The euro zone economy will shrink more than expected this year and barely grow in 2013 because of an escalation of the sovereign debt crisis, which will remain the main risk to growth, the International Monetary Fund said today.
"The highest policy priority in Europe is to resolve the crisis in the euro area. Resolving the euro area crisis requires progress toward banking and fiscal union in combination with short-term demand support and crisis management at the euro area level," the IMF said in its World Economic Outlook.
The IMF cut its forecast for euro zone growth this year to a contraction of 0.4 percent from 0.3 percent contraction expected in July. Next year, the euro zone economy is expected to grow only 0.2 percent, rather than the 0.7 percent projected in July, the IMF said.
"The main new development was a further escalation of financial stress during the second quarter in the euro area periphery, which, despite some easing, did not fully reverse in the third quarter through mid-September," the IMF said.
The IMF also said with core inflation in the 17 countries sharing the euro currency under control there was room for lower European Central Bank interest rates.
"With large downside risks to the near-term growth outlook, there is a risk of core inflation undershooting targets," the IMF said.
It forecast inflation would be 2.3 percent this year and 1.6 percent in 2013 - below the European Central Bank's target of below, but close to 2 percent over the medium term.
The ECB's main refinancing rate is now at a historic low of 0.75 percent and economists expect another rate cut this year.
"The ECB should keep its policy rate low for the foreseeable future or reduce it even further.
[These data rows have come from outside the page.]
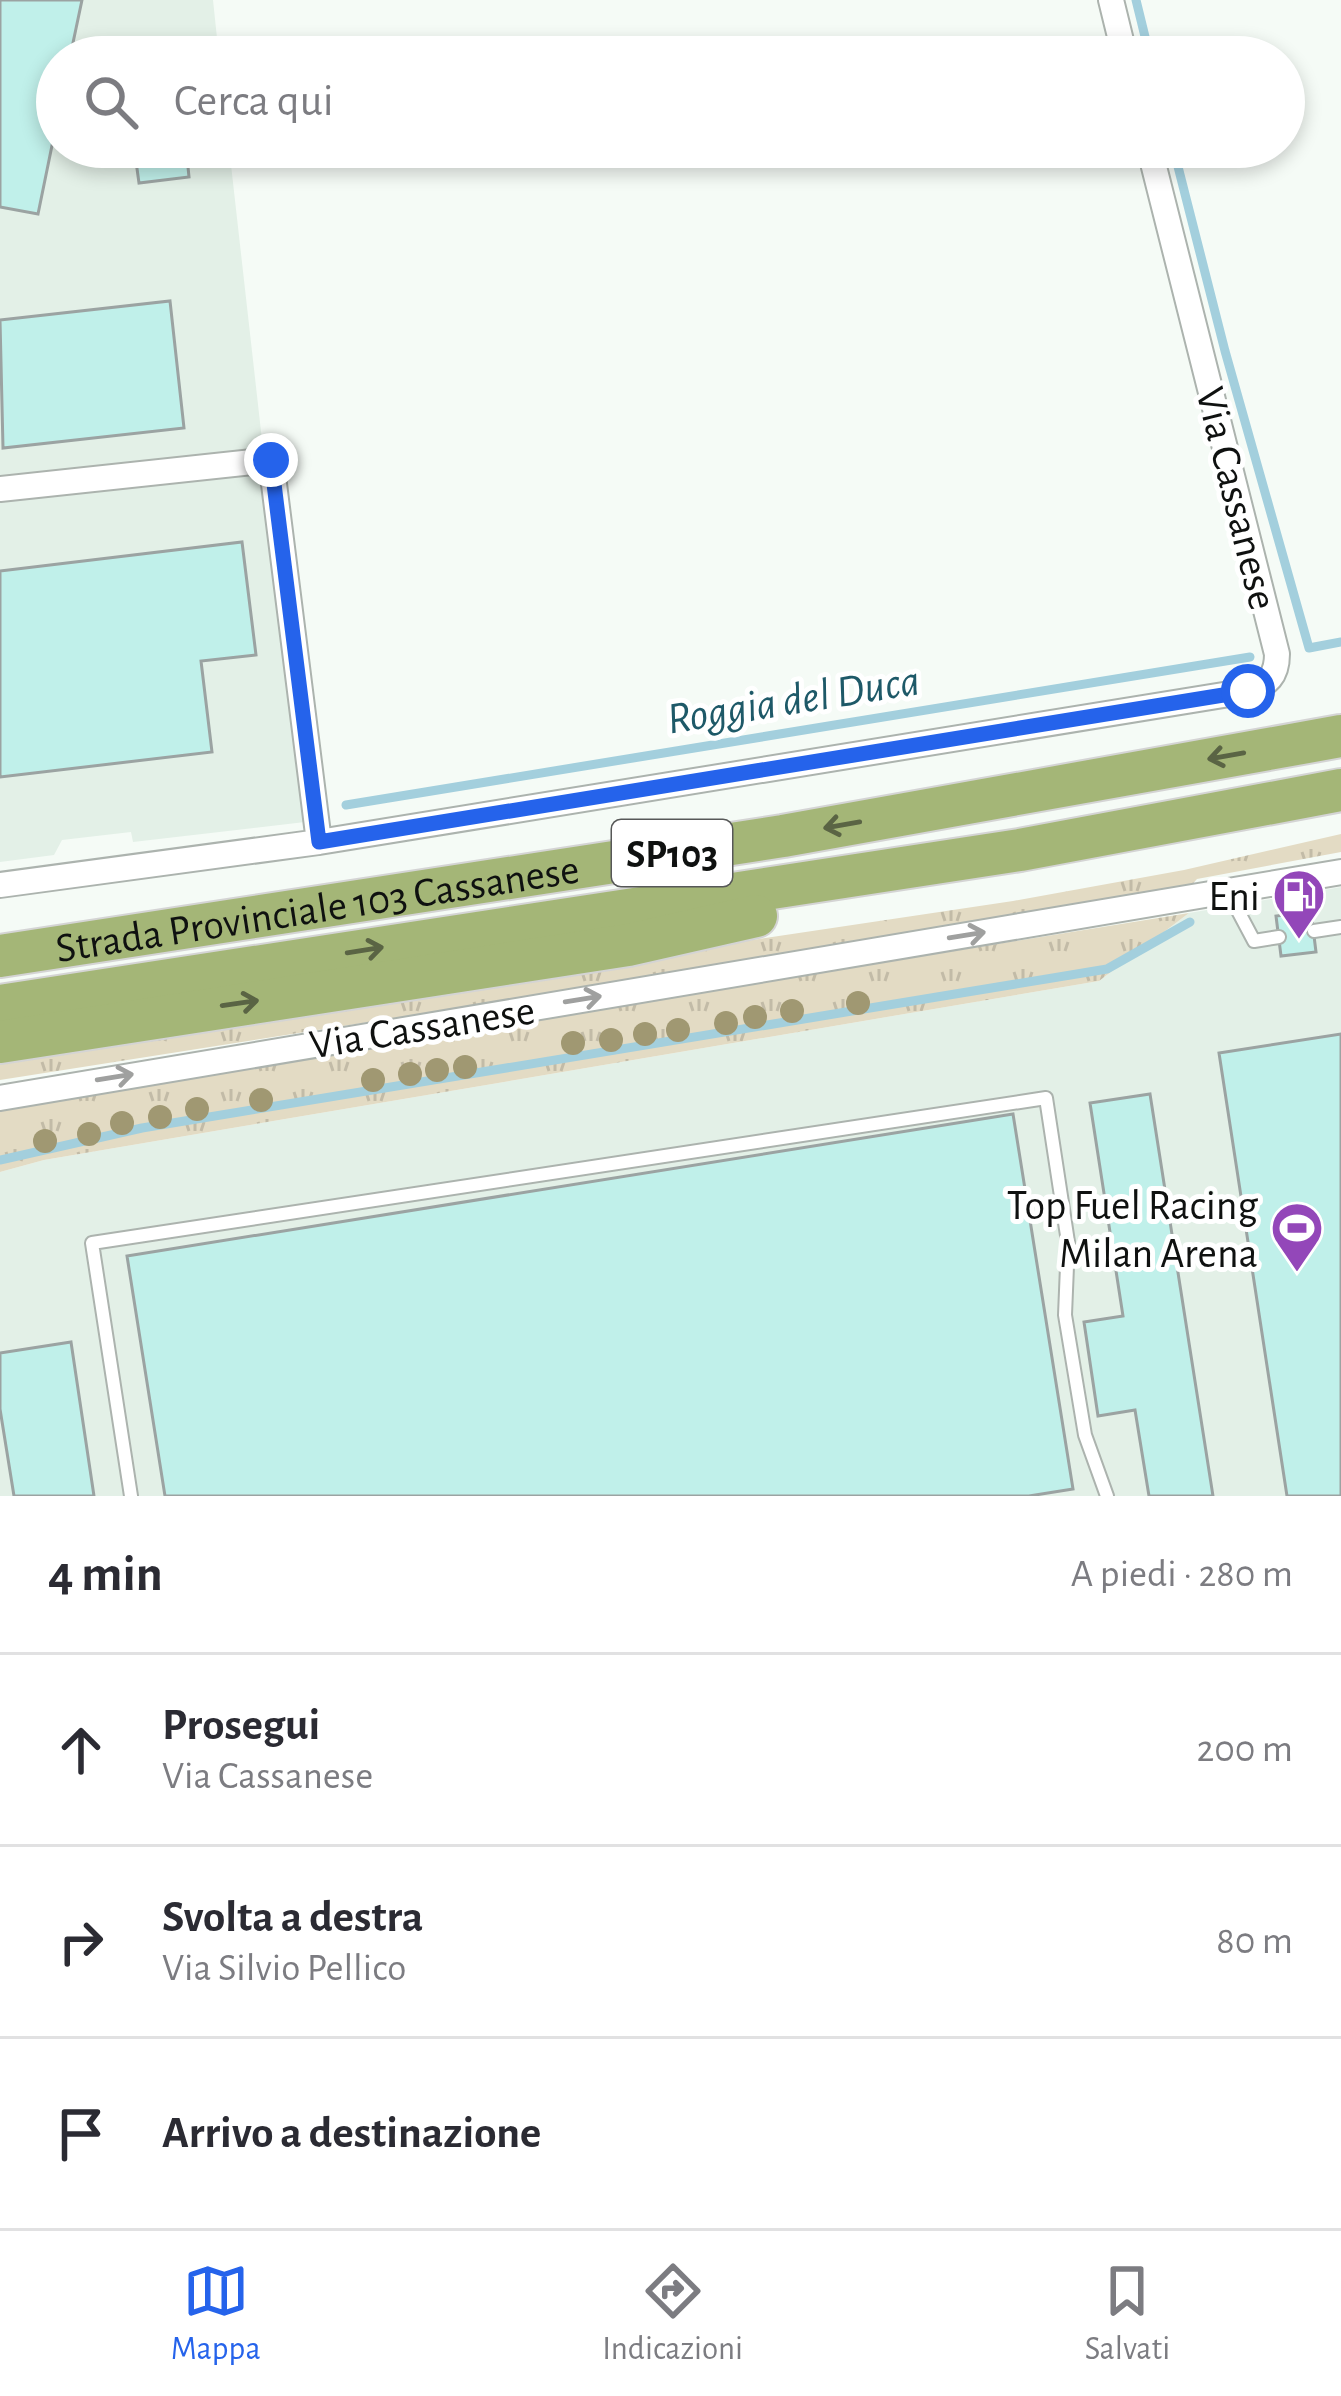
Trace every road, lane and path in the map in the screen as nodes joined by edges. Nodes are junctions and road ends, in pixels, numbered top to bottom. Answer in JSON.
{"nodes":[{"id":1,"x":1111,"y":0,"type":"edge"},
{"id":2,"x":1120,"y":36,"type":"edge"},
{"id":3,"x":1153,"y":168,"type":"edge"},
{"id":4,"x":0,"y":489,"type":"edge"},
{"id":5,"x":1341,"y":736,"type":"edge"},
{"id":6,"x":1341,"y":790,"type":"edge"},
{"id":7,"x":319,"y":842,"type":"junction"},
{"id":8,"x":1020,"y":850,"type":"junction"},
{"id":9,"x":1341,"y":872,"type":"edge"},
{"id":10,"x":0,"y":885,"type":"edge"},
{"id":11,"x":1228,"y":892,"type":"junction"},
{"id":12,"x":208,"y":925,"type":"junction"},
{"id":13,"x":1341,"y":927,"type":"edge"},
{"id":14,"x":1314,"y":932,"type":"dead end"},
{"id":15,"x":1279,"y":937,"type":"dead end"},
{"id":16,"x":0,"y":940,"type":"edge"},
{"id":17,"x":0,"y":956,"type":"edge"},
{"id":18,"x":0,"y":1006,"type":"edge"},
{"id":19,"x":0,"y":1042,"type":"edge"},
{"id":20,"x":0,"y":1098,"type":"edge"},
{"id":21,"x":131,"y":1496,"type":"edge"},
{"id":22,"x":1107,"y":1496,"type":"edge"}],
"edges":[{"from":1,"to":2,"type":"street"},
{"from":3,"to":7,"type":"street","name":"Via Cassanese"},
{"from":4,"to":7,"type":"street"},
{"from":5,"to":12,"type":"highway","name":"Strada Provinciale 103 Cassanese","number":"SP103","one_way":true},
{"from":6,"to":8,"type":"highway","name":"Strada Provinciale 103 Cassanese","number":"SP103"},
{"from":7,"to":10,"type":"street"},
{"from":18,"to":8,"type":"highway","name":"Strada Provinciale 103 Cassanese","number":"SP103","one_way":true},
{"from":19,"to":8,"type":"highway","number":"SP103","one_way":true},
{"from":9,"to":11,"type":"street","name":"Via Cassanese"},
{"from":11,"to":15,"type":"lane"},
{"from":20,"to":11,"type":"street","name":"Via Cassanese","one_way":true},
{"from":12,"to":16,"type":"highway","number":"SP103"},
{"from":12,"to":17,"type":"highway","name":"Strada Provinciale 103 Cassanese","number":"SP103"},
{"from":13,"to":14,"type":"lane"},
{"from":21,"to":22,"type":"lane"}]}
The ECB should also continue to provide ample liquidity to banks," the IMF said.
The IMF, a global lender of last resort, is heavily involved in fighting the euro zone debt crisis, helping to finance Greece, Ireland and Portugal after the three countries have been cut off from market lending at sustainable rates because of bloated public finances and low economic growth.
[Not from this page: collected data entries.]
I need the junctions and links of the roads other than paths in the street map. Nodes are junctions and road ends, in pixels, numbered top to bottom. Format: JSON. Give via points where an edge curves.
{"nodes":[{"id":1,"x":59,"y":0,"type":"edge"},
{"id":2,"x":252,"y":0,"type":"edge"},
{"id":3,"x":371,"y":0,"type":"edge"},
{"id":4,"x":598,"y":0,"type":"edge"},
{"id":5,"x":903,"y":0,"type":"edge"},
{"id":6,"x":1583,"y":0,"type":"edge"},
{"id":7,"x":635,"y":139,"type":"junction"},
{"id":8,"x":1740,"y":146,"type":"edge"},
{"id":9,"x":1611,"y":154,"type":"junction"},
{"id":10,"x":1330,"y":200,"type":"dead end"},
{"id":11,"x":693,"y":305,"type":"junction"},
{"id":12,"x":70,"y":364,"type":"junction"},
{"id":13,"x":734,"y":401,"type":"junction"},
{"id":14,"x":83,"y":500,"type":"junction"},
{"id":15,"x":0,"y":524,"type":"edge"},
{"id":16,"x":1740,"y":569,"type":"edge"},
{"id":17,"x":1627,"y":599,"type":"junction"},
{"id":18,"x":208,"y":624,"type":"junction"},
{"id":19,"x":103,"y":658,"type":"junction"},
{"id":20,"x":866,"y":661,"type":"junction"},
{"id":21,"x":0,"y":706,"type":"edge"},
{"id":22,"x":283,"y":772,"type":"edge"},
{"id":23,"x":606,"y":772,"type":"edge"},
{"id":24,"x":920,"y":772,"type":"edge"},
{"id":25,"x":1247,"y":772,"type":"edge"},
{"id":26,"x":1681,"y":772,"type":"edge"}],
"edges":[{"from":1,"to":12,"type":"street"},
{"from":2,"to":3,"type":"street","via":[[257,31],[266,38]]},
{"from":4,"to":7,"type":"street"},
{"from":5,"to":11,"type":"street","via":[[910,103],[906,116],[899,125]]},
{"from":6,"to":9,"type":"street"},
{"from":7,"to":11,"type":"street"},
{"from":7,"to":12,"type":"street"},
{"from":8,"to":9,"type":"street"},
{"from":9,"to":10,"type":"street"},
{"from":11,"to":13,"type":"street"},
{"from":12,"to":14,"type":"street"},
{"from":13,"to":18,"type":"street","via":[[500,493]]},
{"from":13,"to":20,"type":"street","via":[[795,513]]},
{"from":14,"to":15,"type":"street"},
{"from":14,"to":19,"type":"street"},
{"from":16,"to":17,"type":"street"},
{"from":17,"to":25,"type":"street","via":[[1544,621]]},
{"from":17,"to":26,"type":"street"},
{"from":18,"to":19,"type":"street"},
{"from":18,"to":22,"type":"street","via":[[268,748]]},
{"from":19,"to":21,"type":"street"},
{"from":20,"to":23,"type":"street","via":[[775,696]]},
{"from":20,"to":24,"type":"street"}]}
The bad fortunes of countries under market pressure, which also include Spain and Italy are, however, also affecting strong economies, like the euro zone's biggest Germany, the engine of European economic growth, the IMF said.
Germany was likely to expand only 0.9 percent this year and next, rather than 1.0 percent and 1.4 percent respectively as forecast in July, partly because of the crisis spillovers in Europe where trade and economic ties are close.
Second biggest France would grow only 0.1 percent this year and 0.4 percent in 2013, rather than 0.3 and 0.8 percent respectively as seen in July.
Recession in the third biggest economy Italy would be deeper than previously expected with the economy shrinking 2.3 percent this year and 0.7 percent in 2013. In July the IMF forecast a contraction of -1.9 percent in 2012 and -0.3 percent in 2013.
The fourth biggest Spain, already finalising a loan from the euro zone to recapitalise its banks, would shrink -1.5 percent as expected this year but the contraction next year would be twice as big as previously thought at 1.3 percent.
Of the countries that are under a euro zone/IMF financing programme, only Ireland will show growth this year and next, expanding 0.4 percent and 1.4 percent respectively.